Exercise requirements: Return exactly the lines below, starting with the one that has "Build a routing" and going on through the one that has "Digitize the connectivity".

⁂

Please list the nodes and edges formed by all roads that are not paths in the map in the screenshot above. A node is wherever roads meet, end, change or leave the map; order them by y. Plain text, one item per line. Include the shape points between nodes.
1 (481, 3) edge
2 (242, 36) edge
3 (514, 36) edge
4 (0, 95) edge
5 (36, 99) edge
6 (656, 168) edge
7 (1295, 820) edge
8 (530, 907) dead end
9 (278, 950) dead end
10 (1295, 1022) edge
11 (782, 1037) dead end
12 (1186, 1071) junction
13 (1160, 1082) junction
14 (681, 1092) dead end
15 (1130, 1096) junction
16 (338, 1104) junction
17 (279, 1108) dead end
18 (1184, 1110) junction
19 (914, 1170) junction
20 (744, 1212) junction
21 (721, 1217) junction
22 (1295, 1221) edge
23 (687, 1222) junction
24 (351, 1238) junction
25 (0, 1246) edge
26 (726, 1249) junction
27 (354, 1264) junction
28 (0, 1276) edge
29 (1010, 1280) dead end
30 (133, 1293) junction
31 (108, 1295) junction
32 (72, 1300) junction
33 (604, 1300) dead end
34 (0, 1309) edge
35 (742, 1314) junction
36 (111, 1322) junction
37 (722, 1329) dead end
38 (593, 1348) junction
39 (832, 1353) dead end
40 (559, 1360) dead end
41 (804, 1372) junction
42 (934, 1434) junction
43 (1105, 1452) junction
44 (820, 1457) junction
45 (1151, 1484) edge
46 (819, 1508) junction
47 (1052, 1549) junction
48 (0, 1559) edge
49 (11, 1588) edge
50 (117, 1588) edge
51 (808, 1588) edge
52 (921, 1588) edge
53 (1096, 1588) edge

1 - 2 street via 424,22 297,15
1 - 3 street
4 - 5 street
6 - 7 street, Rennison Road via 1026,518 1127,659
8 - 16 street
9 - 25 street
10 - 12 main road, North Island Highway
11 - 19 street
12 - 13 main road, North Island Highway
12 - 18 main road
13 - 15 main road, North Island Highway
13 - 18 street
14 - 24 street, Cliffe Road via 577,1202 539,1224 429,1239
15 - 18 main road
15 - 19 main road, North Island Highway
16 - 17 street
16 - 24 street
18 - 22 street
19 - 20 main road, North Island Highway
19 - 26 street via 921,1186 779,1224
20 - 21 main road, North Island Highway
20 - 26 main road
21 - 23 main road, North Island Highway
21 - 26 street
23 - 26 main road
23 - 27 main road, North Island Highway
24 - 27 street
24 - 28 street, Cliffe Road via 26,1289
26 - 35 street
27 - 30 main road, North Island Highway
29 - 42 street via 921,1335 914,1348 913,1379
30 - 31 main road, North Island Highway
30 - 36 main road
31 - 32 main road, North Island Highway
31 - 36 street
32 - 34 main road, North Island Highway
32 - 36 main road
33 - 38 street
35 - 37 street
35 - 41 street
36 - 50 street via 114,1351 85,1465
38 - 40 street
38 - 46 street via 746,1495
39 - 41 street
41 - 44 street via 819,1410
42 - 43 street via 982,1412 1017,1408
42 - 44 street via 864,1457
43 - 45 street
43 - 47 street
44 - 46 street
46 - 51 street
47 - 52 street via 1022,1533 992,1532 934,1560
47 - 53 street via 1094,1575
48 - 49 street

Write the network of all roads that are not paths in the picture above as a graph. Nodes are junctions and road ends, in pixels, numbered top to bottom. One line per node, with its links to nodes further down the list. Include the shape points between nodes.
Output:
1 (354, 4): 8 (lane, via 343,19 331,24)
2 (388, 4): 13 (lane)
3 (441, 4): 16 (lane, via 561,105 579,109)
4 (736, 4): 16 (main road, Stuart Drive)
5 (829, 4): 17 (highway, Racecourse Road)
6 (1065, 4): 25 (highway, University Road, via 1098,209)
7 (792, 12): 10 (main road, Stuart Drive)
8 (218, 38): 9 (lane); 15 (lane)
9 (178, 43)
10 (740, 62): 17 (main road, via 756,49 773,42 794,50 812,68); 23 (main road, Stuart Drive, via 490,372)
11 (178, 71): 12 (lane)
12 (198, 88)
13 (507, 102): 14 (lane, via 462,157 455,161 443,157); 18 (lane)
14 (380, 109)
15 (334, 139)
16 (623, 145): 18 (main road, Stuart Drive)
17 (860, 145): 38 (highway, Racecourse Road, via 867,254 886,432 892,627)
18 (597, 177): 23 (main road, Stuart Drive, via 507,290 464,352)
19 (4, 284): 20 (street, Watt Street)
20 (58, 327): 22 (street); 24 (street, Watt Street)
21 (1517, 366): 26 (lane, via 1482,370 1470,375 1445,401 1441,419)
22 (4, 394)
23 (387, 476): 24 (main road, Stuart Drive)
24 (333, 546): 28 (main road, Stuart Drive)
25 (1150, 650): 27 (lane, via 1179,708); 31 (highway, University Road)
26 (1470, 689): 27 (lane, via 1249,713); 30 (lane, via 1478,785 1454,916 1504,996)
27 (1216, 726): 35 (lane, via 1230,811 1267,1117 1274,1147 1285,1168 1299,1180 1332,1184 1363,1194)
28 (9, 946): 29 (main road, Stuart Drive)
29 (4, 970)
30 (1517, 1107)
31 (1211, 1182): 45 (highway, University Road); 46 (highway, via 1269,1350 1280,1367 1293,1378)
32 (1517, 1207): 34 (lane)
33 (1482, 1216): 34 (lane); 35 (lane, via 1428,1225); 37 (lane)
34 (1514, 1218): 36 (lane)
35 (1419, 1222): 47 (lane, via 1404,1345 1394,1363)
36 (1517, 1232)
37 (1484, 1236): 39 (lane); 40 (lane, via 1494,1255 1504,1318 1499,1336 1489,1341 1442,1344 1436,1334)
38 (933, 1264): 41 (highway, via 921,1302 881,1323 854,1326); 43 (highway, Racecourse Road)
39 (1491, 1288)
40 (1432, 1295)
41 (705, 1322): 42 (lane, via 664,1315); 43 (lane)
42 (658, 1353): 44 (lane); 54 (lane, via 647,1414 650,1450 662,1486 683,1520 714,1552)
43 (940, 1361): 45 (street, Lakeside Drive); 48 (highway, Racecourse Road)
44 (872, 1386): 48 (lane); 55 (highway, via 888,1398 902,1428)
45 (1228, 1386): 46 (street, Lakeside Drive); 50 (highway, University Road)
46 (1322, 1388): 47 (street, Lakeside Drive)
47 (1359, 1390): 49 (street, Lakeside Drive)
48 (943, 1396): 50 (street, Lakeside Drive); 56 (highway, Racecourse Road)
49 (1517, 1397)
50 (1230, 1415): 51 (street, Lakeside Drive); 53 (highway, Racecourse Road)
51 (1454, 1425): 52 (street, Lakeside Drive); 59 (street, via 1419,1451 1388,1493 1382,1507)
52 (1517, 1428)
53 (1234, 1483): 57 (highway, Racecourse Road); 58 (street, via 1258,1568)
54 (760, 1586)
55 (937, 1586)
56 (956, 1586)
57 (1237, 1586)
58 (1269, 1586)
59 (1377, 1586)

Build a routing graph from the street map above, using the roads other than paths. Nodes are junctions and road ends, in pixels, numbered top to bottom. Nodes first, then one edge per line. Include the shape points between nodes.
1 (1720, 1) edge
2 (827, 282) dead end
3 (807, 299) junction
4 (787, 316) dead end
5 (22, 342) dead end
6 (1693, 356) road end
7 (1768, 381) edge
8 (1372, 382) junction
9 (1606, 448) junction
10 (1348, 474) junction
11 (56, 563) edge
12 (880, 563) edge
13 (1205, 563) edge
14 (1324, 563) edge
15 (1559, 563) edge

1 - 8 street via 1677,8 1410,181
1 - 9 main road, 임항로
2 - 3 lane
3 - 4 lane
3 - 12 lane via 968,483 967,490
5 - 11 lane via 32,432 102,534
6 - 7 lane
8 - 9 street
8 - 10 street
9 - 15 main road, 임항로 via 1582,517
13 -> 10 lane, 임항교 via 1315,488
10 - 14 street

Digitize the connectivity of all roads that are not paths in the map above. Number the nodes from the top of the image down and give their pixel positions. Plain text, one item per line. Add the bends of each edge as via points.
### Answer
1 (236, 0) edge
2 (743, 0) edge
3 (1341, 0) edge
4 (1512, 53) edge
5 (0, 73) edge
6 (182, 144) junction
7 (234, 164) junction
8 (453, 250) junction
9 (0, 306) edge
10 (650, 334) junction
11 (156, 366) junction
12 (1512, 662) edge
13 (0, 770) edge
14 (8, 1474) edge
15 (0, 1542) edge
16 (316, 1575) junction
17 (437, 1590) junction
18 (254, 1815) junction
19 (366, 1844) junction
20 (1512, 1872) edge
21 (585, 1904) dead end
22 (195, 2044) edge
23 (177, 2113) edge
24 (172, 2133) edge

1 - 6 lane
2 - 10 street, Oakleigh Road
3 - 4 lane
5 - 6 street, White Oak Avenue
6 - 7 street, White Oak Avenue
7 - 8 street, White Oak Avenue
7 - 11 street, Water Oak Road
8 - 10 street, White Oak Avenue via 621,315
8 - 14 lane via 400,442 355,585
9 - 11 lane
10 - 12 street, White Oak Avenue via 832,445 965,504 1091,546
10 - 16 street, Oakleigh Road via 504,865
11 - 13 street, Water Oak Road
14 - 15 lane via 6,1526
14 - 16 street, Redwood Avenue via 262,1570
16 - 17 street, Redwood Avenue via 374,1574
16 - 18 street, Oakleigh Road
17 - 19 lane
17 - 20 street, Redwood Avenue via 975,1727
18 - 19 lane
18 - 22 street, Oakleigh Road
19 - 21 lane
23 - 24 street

⁂

Output of the task:
Build a routing graph from the street map above, using the roads other than paths. Nodes are junctions and road ends, in pixels, numbered top to bottom. Nodes first, then one edge per line. Include the shape points between nodes.
1 (1720, 1) edge
2 (827, 282) dead end
3 (807, 299) junction
4 (787, 316) dead end
5 (22, 342) dead end
6 (1693, 356) road end
7 (1768, 381) edge
8 (1372, 382) junction
9 (1606, 448) junction
10 (1348, 474) junction
11 (56, 563) edge
12 (880, 563) edge
13 (1205, 563) edge
14 (1324, 563) edge
15 (1559, 563) edge

1 - 8 street via 1677,8 1410,181
1 - 9 main road, 임항로
2 - 3 lane
3 - 4 lane
3 - 12 lane via 968,483 967,490
5 - 11 lane via 32,432 102,534
6 - 7 lane
8 - 9 street
8 - 10 street
9 - 15 main road, 임항로 via 1582,517
13 -> 10 lane, 임항교 via 1315,488
10 - 14 street

Digitize the connectivity of all roads that are not paths in the map above. Number the nodes from the top of the image down and give their pixel positions. Plain text, one item per line. Add the bends of each edge as via points.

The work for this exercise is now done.